Friday, Jan. 19, 1968
Controlling the Controls
One of the least enviable jobs in Washington this winter is held by the youngest member of President Johnson's cabinet: Commerce Secretary Alexander Buel Trowbridge, 37. On him falls the burden of enforcing the first mandatory controls on private investment abroad, restrictions that constitute the largest element of Johnson's program to cut the U.S. balance of payments deficit by $3 billion this year.
It is especially awkward for Trowbridge because for months he has been assuring worried businessmen that no harsh steps would be necessary. Last week, as Trowbridge started to recruit a staff of 200 experts for his infant Office of Foreign Direct Investment, all kinds of problems popped up. Telephone inquiries by the hundreds deluged his skeletal staff, which was handicapped by the lack not only of the inevitable official forms but also of the prestigious business executive that the Secretary seeks to take charge of OFDI.
Responding to businessmen's complaints that some of the new rules seemed unduly onerous, OFDI aides sent out word that U.S. corporations will not run afoul of the investment curbs by guaranteeing the debts of their foreign subsidiaries. Only by such underwriting can many a subsidiary borrow abroad--as the Administration still allows--on reasonable terms. Some moviemakers, pointing out that 54% of industry revenues last year came from abroad, hoped for exemption from capital controls to enable them to continue filming overseas. And the petroleum industry demanded a ruling that money spent on oil-well drilling is a "current transaction" and thus automatically exempt (like temporary financing of exports) from the stern program.

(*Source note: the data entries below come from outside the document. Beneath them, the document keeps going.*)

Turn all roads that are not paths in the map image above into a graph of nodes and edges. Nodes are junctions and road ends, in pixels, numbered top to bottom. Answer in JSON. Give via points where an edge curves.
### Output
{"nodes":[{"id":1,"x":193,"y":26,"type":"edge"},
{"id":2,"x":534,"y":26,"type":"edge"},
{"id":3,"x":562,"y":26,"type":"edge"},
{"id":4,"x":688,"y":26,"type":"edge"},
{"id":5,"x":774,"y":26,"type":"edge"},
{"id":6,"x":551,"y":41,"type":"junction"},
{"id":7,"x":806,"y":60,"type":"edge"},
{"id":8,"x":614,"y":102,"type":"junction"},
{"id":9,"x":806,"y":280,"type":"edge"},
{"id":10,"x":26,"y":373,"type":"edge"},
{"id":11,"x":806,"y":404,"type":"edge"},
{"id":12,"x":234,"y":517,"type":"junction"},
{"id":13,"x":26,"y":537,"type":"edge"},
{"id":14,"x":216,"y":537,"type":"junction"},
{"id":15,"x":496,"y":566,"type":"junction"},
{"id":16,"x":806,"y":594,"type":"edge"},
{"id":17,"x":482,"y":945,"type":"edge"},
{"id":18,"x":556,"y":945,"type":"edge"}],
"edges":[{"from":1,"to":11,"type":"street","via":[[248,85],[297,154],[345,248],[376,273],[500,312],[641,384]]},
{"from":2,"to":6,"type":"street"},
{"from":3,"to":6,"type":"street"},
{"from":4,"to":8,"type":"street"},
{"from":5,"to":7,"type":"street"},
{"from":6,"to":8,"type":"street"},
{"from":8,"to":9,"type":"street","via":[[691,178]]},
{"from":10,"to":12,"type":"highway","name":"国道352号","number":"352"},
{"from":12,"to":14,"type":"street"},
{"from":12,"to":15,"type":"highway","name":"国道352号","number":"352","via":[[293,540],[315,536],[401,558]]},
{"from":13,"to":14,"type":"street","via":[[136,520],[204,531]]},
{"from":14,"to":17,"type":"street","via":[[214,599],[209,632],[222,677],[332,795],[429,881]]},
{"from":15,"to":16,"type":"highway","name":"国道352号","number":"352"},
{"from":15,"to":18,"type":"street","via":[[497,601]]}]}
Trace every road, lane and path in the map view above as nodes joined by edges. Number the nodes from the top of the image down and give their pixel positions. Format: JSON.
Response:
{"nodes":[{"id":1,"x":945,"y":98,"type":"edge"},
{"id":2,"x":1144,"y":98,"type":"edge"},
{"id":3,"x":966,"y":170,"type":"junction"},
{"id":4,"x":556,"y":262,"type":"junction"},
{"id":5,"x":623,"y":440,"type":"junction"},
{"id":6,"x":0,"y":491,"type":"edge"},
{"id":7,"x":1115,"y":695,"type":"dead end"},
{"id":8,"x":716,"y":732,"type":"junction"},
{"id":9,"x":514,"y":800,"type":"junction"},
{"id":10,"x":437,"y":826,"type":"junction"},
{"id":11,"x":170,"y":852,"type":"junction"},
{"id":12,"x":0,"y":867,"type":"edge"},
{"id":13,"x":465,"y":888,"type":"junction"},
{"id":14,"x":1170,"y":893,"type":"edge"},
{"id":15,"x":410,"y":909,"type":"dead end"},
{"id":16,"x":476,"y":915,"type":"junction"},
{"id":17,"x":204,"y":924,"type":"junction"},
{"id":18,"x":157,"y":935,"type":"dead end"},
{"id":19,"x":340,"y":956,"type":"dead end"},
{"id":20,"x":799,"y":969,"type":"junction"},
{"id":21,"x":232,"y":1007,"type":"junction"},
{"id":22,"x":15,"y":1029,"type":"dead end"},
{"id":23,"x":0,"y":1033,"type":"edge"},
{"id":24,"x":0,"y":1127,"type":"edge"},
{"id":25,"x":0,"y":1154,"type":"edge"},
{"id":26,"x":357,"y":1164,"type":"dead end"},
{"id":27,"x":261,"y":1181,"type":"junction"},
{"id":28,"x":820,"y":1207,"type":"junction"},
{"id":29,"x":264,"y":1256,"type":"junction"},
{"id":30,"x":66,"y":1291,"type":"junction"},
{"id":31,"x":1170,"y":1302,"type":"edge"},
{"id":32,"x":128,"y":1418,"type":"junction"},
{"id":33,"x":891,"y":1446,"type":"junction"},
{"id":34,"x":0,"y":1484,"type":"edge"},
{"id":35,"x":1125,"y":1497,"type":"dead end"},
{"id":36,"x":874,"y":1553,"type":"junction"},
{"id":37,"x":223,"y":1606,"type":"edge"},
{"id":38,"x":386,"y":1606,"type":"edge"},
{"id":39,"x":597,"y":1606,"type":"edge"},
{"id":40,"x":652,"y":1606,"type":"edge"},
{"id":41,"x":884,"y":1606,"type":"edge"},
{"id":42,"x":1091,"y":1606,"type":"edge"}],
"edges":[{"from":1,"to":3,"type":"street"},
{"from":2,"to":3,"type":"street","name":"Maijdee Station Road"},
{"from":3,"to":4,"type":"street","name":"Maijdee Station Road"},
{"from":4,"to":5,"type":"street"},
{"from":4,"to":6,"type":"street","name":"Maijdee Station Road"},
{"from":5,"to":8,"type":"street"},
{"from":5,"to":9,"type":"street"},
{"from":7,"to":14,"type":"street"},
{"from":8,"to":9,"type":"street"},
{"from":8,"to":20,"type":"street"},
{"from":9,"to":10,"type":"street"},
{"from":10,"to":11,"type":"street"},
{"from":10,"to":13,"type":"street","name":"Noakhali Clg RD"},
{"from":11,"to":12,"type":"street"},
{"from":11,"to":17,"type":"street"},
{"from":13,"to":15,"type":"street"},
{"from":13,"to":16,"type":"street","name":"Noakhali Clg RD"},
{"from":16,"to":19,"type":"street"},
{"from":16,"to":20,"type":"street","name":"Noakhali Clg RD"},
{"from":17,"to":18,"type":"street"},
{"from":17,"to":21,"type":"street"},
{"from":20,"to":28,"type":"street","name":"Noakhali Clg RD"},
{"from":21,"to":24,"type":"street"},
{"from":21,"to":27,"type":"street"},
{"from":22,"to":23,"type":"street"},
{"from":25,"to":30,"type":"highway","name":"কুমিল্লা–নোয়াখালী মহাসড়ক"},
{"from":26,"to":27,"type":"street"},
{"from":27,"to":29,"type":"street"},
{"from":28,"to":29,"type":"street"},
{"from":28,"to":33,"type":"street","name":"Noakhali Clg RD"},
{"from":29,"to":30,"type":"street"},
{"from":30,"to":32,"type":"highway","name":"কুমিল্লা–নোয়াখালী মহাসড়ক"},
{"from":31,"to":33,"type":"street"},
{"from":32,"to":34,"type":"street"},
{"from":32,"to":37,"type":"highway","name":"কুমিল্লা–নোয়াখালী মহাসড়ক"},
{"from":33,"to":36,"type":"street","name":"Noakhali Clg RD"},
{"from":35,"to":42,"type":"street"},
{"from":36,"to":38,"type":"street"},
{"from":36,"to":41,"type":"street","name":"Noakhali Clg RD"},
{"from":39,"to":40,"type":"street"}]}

Rising Role. In his formidable task of trying to persuade businessmen to comply willingly with controls that many resent, "Sandy" Trowbridge will need all of his considerable charm. Athletically trim (6 ft. 2 in., 210 Ibs.) and handsome as a cinema star, New Jersey-born Trowbridge graduated cum laude from Princeton ('51), won a Bronze Star as a Marine second lieutenant in Korea. A onetime assistant to Franklin D. Roosevelt Jr. (then a Congressman and later Commerce Under Secretary), Trowbridge spent eleven years in the oil industry, mostly in Cuba, El Salvador, the Philippines and Panama. He was president and division manager of Esso Standard Oil Co. of Puerto Rico when the Administration tapped him as Assistant Secretary of Commerce about three years ago.
Impressed with his poise and energy, Lyndon Johnson promoted him to Acting Secretary a year ago when John Connor quit after two frustrating years of steadily diminishing influence over U.S. economic policy. Though the post looked like a backwater, Trowbridge worked skillfully to bolster sagging department morale, pleased the White House with his loyalty in promoting Administration policies and his ability to keep his mouth shut about Commerce's many vacancies in top jobs. His reward was not only appointment last May as full-fledged Secretary--youngest in the department's history--but also a rising role in such Administration efforts as attracting business interest in slum problems, trying to end the long copper strike (which has caused an increase in imports of the metal), patching up L.B.J.'s tattered ties with big business.
A Chill Abroad. "Under the new program," maintains Trowbridge, "everyone is sharing the burden--tourism, Government and trade." Outside of Administration circles, that was a lonely view last week. G.O.P. Presidential Hopeful George Romney denounced the balance of payments plan as a "major backward move" from free trade, and insisted that Johnson's proposed restrictions on travel "would create a 'Berlin Wall' separating U.S. citizens from the rest of the Atlantic Community." Despite the Administration's globe-hopping efforts, the reaction from abroad turned almost as chilly.
Italy and Spain argued for relief from restraints on tourism, which Katzenbach said might take the form of a head tax, increased passport fees or a tax based on the number of days spent abroad. While France demanded that the U.S. hold formal talks with its trading partners before imposing restrictive measures. Finance Minister Michel Debre hinted at reprisals if U.S. companies are forced to repatriate their profits rather than reinvest them in France.
Apart from showing a willingness to buy more U.S. Government bonds, West Germany balked at U.S. pressure for more help in defraying the cost of stationing troops in Europe. Japan pleaded difficulties with its own balance of payments deficit in refusing to agree to any specific new steps to bolster the dollar. Officials in both London and Tokyo expressed alarm over the possibility that the Administration may ask Congress to enact some form of border taxes to offset those imposed by Common Market countries. Clearly, Johnson's unexpectedly drastic blow at the U.S. payments deficit had strained the intricate fabric of international arrangements for world trade. It will take cool heads and delicate negotiations to avoid some serious rips.